La tuberculosis es la enfermedad infecciosa con mayor mortalidad provocada por un solo microorganismo (con excepción del virus SARS-CoV-2), y una de las diez principales causas de muerte en el mundo. De hecho, en el último informe de la Organización Mundial de la Salud (OMS), se estima que al año 10 millones de personas enferman de tuberculosis y que ocasiona 1,4 millones de fallecimientos. La aparición de aislamientos clínicos multirresistentes (MDR) y su diseminación sigue siendo uno de los mayores problemas de salud mundial, conllevando una mayor gravedad de la enfermedad, una menor tasa de curación y una prolongación del tratamiento, así como un incremento del riesgo de toxicidad y un mayor gasto sanitario. Por ello, el diagnóstico rápido de la enfermedad y de la farmacorresistencia son dos de los pilares fundamentales para el control de la tuberculosis.

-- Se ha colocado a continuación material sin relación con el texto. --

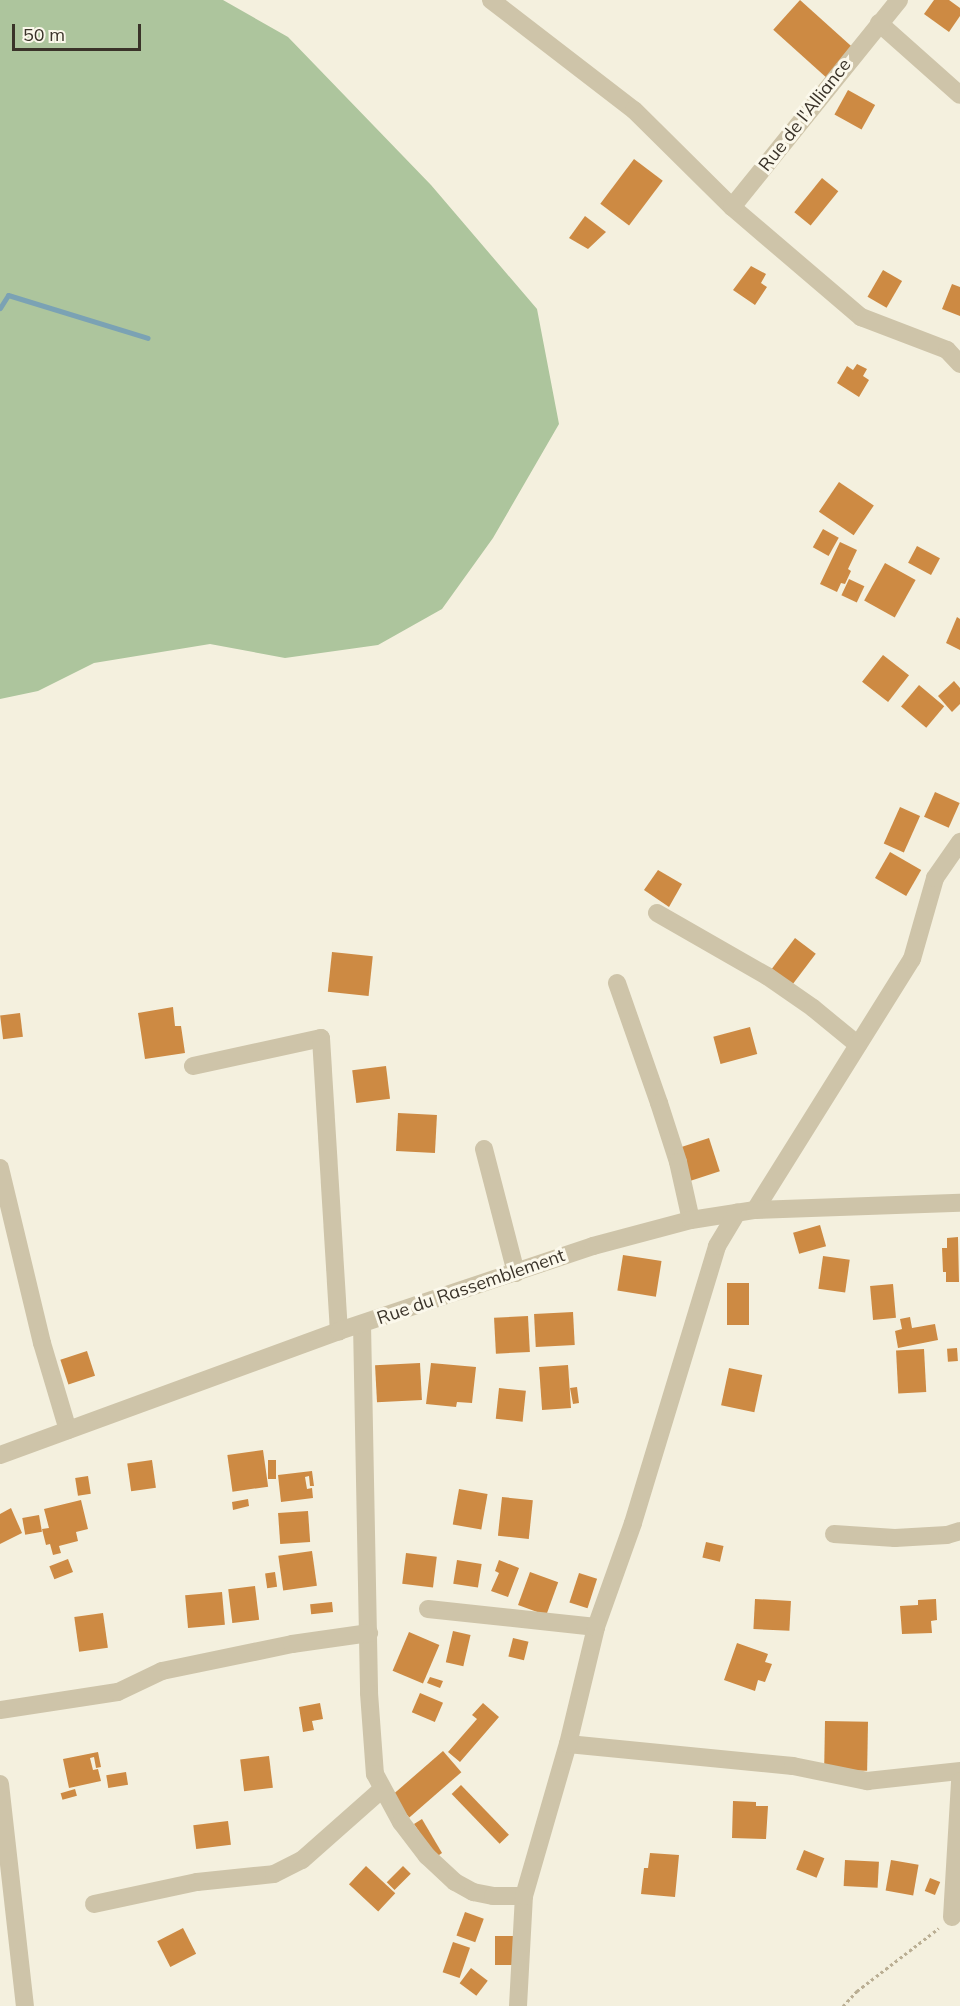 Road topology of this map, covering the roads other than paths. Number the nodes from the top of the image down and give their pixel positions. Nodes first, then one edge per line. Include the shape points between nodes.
1 (491, 0) edge
2 (895, 1) edge
3 (879, 23) junction
4 (960, 95) edge
5 (732, 207) junction
6 (960, 364) edge
7 (960, 842) edge
8 (657, 913) dead end
9 (616, 983) dead end
10 (858, 1046) junction
11 (193, 1066) dead end
12 (484, 1149) dead end
13 (0, 1168) edge
14 (960, 1203) edge
15 (755, 1210) junction
16 (737, 1213) junction
17 (690, 1220) junction
18 (516, 1273) junction
19 (362, 1324) junction
20 (339, 1331) junction
21 (68, 1430) junction
22 (0, 1455) edge
23 (960, 1531) edge
24 (834, 1534) dead end
25 (428, 1610) dead end
26 (596, 1627) junction
27 (369, 1633) junction
28 (0, 1710) edge
29 (568, 1744) junction
30 (960, 1771) edge
31 (960, 1781) edge
32 (0, 1784) edge
33 (381, 1790) junction
34 (1, 1816) edge
35 (524, 1896) junction
36 (94, 1904) dead end
37 (952, 1917) road end
38 (25, 2006) edge
39 (518, 2006) edge

1 - 5 street via 634,110
2 - 3 street, Rue de l'Alliance
3 - 4 street
3 - 5 street, Rue de l'Alliance
5 - 6 street via 861,317 947,350
7 - 10 street via 935,878 912,959
8 - 10 street via 767,976
9 - 17 street via 678,1162
10 - 15 street
11 - 20 street via 321,1038
12 - 18 street
13 - 21 street via 45,1354
14 - 15 street, Rue du Rassemblement
15 - 16 street, Rue du Rassemblement
16 - 17 street, Rue du Rassemblement
16 - 26 street via 717,1246 633,1523
17 - 18 street, Rue du Rassemblement via 593,1246
18 - 19 street, Rue du Rassemblement
19 - 20 street, Rue du Rassemblement
19 - 27 street
20 - 21 street, Rue du Rassemblement
21 - 22 street, Rue du Rassemblement
23 - 24 street via 895,1538
25 - 26 street
26 - 29 street
27 - 28 street via 292,1644 162,1671 118,1692
27 - 33 street via 370,1732
29 - 30 street via 793,1766 867,1781
29 - 35 street
31 - 37 street
32 - 34 street
33 - 35 street via 427,1856 455,1882 473,1892
33 - 36 street via 302,1860 274,1874 197,1882
34 - 38 street
35 - 39 street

De este modo, se puede iniciar cuanto antes el tratamiento farmacológico y el estudio de contactos, rompiendo así la cadena de transmisión y reduciendo su impacto epidemiológico, y muy especialmente en determinados colectivos (p. ej. Inmunodeprimidos).
Tradicionalmente, el diagnóstico de la tuberculosis se ha realizado mediante métodos microbiológicos convencionales como la baciloscopia y el cultivo micobacteriano. Sin embargo, estos presentan una serie de inconvenientes. Por un lado, la observación al microscopio de la baciloscopia tiene una baja sensibilidad (45-80% de los aislamientos de tuberculosis con cultivo positivo) y, por otro lado, el cultivo de Mycobacterium tuberculosis complex (especialmente en medio sólido) es muy lento y puede tardar hasta seis semanas en crecer.

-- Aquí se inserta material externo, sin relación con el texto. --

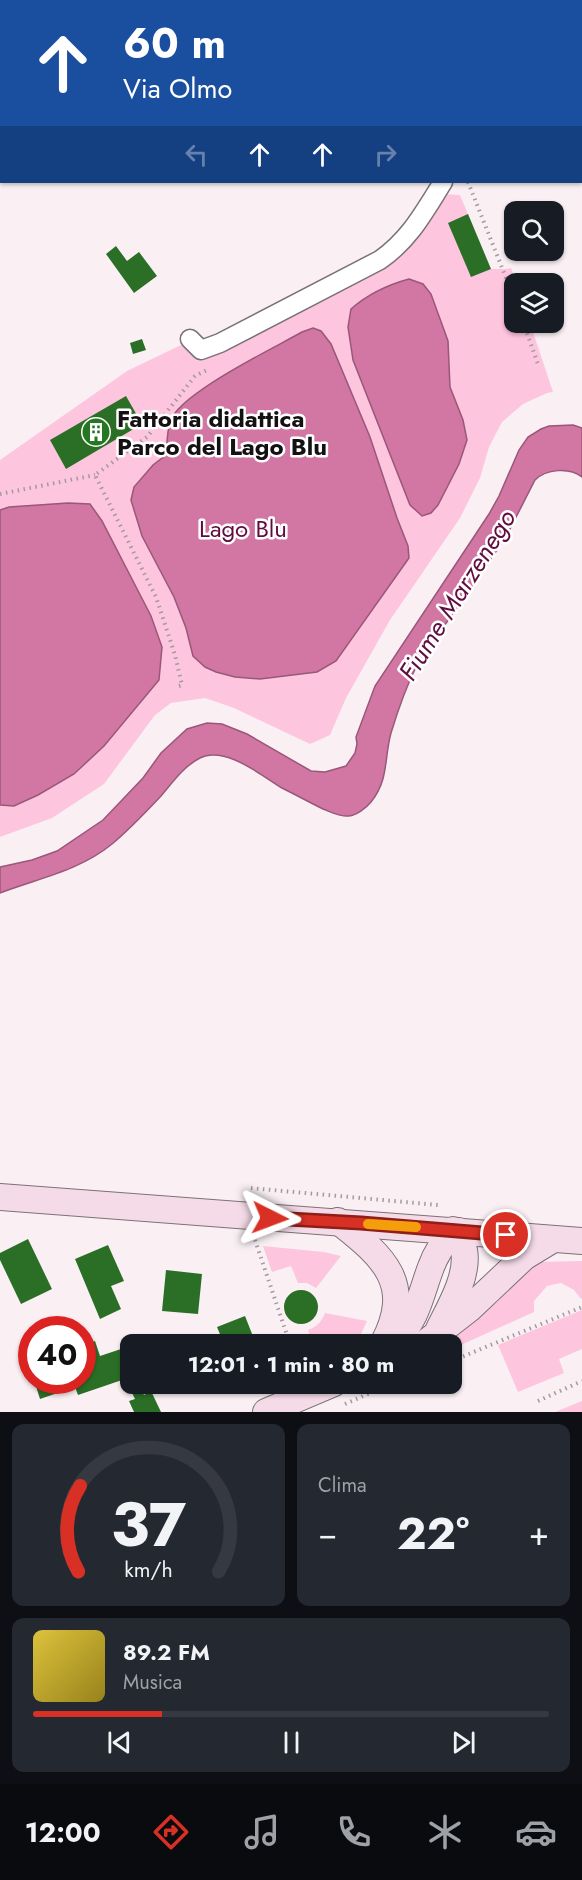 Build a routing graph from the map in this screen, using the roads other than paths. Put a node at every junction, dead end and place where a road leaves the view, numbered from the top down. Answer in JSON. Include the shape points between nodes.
{"nodes":[{"id":1,"x":442,"y":183,"type":"edge"},
{"id":2,"x":190,"y":339,"type":"dead end"},
{"id":3,"x":0,"y":1197,"type":"edge"},
{"id":4,"x":338,"y":1221,"type":"junction"},
{"id":5,"x":456,"y":1231,"type":"junction"},
{"id":6,"x":552,"y":1240,"type":"junction"},
{"id":7,"x":582,"y":1241,"type":"edge"},
{"id":8,"x":389,"y":1334,"type":"edge"},
{"id":9,"x":400,"y":1334,"type":"edge"},
{"id":10,"x":433,"y":1334,"type":"edge"},
{"id":11,"x":438,"y":1334,"type":"edge"},
{"id":12,"x":336,"y":1395,"type":"edge"},
{"id":13,"x":266,"y":1412,"type":"edge"}],
"edges":[{"from":1,"to":2,"type":"street","via":[[414,227],[396,249],[380,260],[220,343],[201,350]]},
{"from":3,"to":4,"type":"street"},
{"from":4,"to":5,"type":"street"},
{"from":4,"to":8,"type":"street","via":[[368,1245],[396,1286],[397,1310]]},
{"from":5,"to":6,"type":"street"},
{"from":5,"to":9,"type":"street","via":[[439,1248],[419,1305]]},
{"from":5,"to":10,"type":"street","via":[[465,1252],[462,1274],[455,1297]]},
{"from":6,"to":7,"type":"street"},
{"from":6,"to":11,"type":"street","via":[[524,1257]]},
{"from":12,"to":13,"type":"street"}]}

En los últimos años se han desarrollado diversos métodos, fundamentalmente moleculares, de gran utilidad y que han supuesto un importante avance en el diagnóstico rápido de la tuberculosis, así como la detección rápida de la farmacorresistencia, con una notable sensibilidad y especificidad. La OMS, respalda y recomienda el uso de algunos de estos sistemas desde hace años, en virtud de su relación coste-beneficio y sus buenos resultados. Entre ellos, destacan los basados en la amplificación de ácidos nucleicos (PCR) del genoma micobacteriano para posteriormente hibridarlos con sondas marcadas e inmovilizadas en una membrana de nitrocelulosa, como el GenoType (Hain Lifescience, Nehren, Germany), entre otros, o bien mediante PCR a tiempo real, en las cuales se amplifica e hibrida simultáneamente el producto de la amplificación del ADN con sondas marcadas con fluorescencia. Dentro de estas últimas, el sistema más conocido y promocionado es el sistema GeneXpert (Cepheid, Sunnyvale, USA).

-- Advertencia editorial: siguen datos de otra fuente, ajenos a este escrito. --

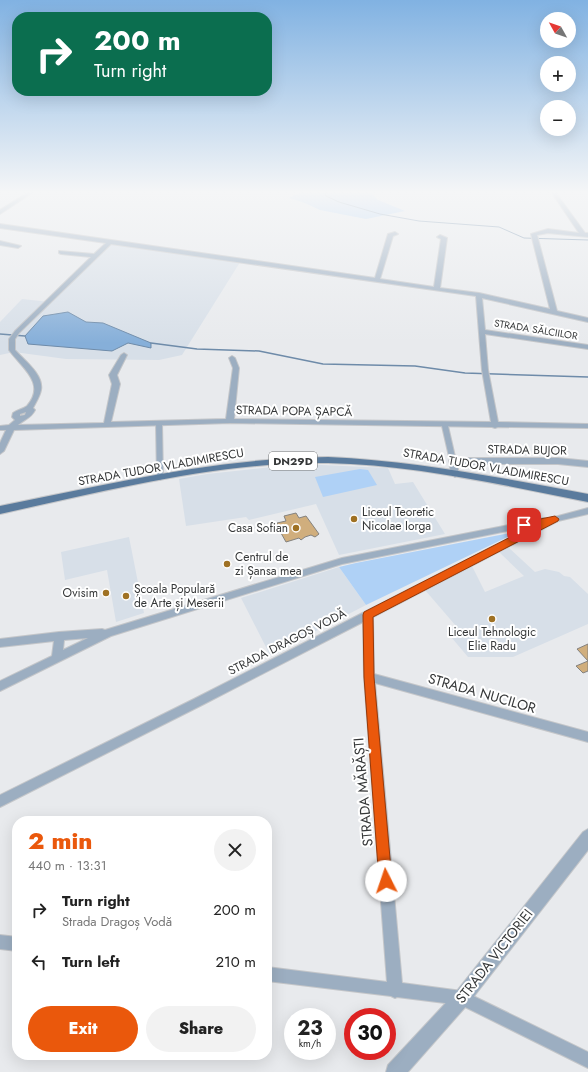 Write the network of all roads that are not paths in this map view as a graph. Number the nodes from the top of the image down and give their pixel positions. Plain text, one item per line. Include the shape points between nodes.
1 (0, 243) edge
2 (109, 243) edge
3 (125, 243) edge
4 (388, 243) edge
5 (443, 243) edge
6 (536, 243) edge
7 (18, 246) dead end
8 (61, 252) dead end
9 (94, 256) junction
10 (377, 280) junction
11 (437, 289) junction
12 (479, 295) junction
13 (554, 312) junction
14 (588, 320) edge
15 (481, 331) junction
16 (588, 347) edge
17 (124, 355) dead end
18 (232, 358) dead end
19 (230, 421) junction
20 (107, 424) junction
21 (159, 424) junction
22 (445, 426) junction
23 (495, 426) junction
24 (588, 426) edge
25 (0, 428) edge
26 (11, 428) junction
27 (0, 451) edge
28 (453, 461) junction
29 (588, 464) edge
30 (455, 474) junction
31 (160, 478) junction
32 (588, 498) edge
33 (588, 503) edge
34 (1, 509) edge
35 (588, 511) edge
36 (574, 514) junction
37 (555, 519) junction
38 (368, 615) junction
39 (108, 633) junction
40 (59, 636) junction
41 (0, 643) edge
42 (56, 657) junction
43 (369, 677) junction
44 (0, 686) edge
45 (588, 737) edge
46 (0, 802) edge
47 (588, 836) edge
48 (0, 942) edge
49 (12, 943) edge
50 (272, 975) edge
51 (395, 990) junction
52 (462, 998) junction
53 (588, 1060) edge
54 (395, 1072) edge

1 - 7 street
2 - 9 street
3 - 10 street
4 - 10 street
5 - 11 street
6 - 13 street
8 - 9 street
9 - 26 street via 17,332 12,340 12,350 39,382 28,416 20,419
10 - 11 street
11 - 12 street
12 - 13 street
12 - 15 street, STRADA SĂLCIILOR
13 - 14 street
15 - 16 street, STRADA SĂLCIILOR
15 - 23 street, STRADA SĂLCIILOR
17 - 20 street via 113,375 116,384
18 - 19 street via 236,368
19 - 21 street, STRADA POPA ȘAPCĂ
19 - 22 street, STRADA POPA ȘAPCĂ
20 - 21 street, STRADA POPA ȘAPCĂ
20 - 26 street, STRADA POPA ȘAPCĂ
21 - 31 street
22 - 23 street, STRADA POPA ȘAPCĂ
22 - 28 street
23 - 24 street, STRADA POPA ȘAPCĂ
25 - 26 street, STRADA POPA ȘAPCĂ
26 - 27 street
28 - 29 street, STRADA BUJOR via 558,461
28 - 30 street
30 - 31 main road, STRADA TUDOR VLADIMIRESCU / DN29D via 406,465 327,460 249,464
30 - 32 main road, STRADA TUDOR VLADIMIRESCU / DN29D
31 - 34 main road, STRADA TUDOR VLADIMIRESCU / DN29D
33 - 36 street
35 - 36 street, STRADA DRAGOȘ VODĂ
36 - 37 street, STRADA DRAGOȘ VODĂ
37 - 38 street, STRADA DRAGOȘ VODĂ
37 - 39 street via 342,561
38 - 43 street, STRADA MĂRĂȘTI
38 - 46 street, STRADA DRAGOȘ VODĂ
39 - 40 street
39 - 42 street
40 - 41 street
40 - 42 street
42 - 44 street
43 - 45 street, STRADA NUCILOR
43 - 51 street, STRADA MĂRĂȘTI
47 - 52 street, STRADA VICTORIEI
48 - 49 street
50 - 51 street
51 - 52 street
52 - 53 street
52 - 54 street, STRADA VICTORIEI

En España, existe una monitorización insuficiente de la tuberculosis, no incluyendo en la declaración obligatoria la notificación de algunos datos relevantes del paciente y de laboratorio. Esta infra-notificación afecta, de forma relevante, a gran parte de los datos de sensibilidad a los fármacos contra la tuberculosis. De este modo, muchos de los datos existentes proceden de estudios puntuales más o menos representativos a nivel geográfico y/o temporal. Por ello los objetivos de esta tesis son: 1) conocer en la actualidad la resistencia a los fármacos antituberculosos en múltiples áreas geográficas de España, además de analizar los mecanismos moleculares relacionados con la misma y determinar qué factores clínico-epidemiológicos pueden estar asociados a la resistencia (Estudio REMOTUBES; 2016-2018); 2) conocer y analizar cómo ha evolucionado la resistencia a los fármacos antituberculosos en España en la última década (2006-2016), y determinar qué factores clínico-epidemiológicos pueden estar implicados en la resistencia a la tuberculosis en el país; 3) evaluar la eficacia de un sistema de PCR a tiempo real ultrasensible para la detección de M. tuberculosis complex y su multirresistencia; y 4) evaluar el rendimiento diagnóstico del sistema molecular Anyplex II MTB/MDR/XDR para la detección rápida de las resistencias a los fármacos antituberculosos más importantes en M. tuberculosis complex.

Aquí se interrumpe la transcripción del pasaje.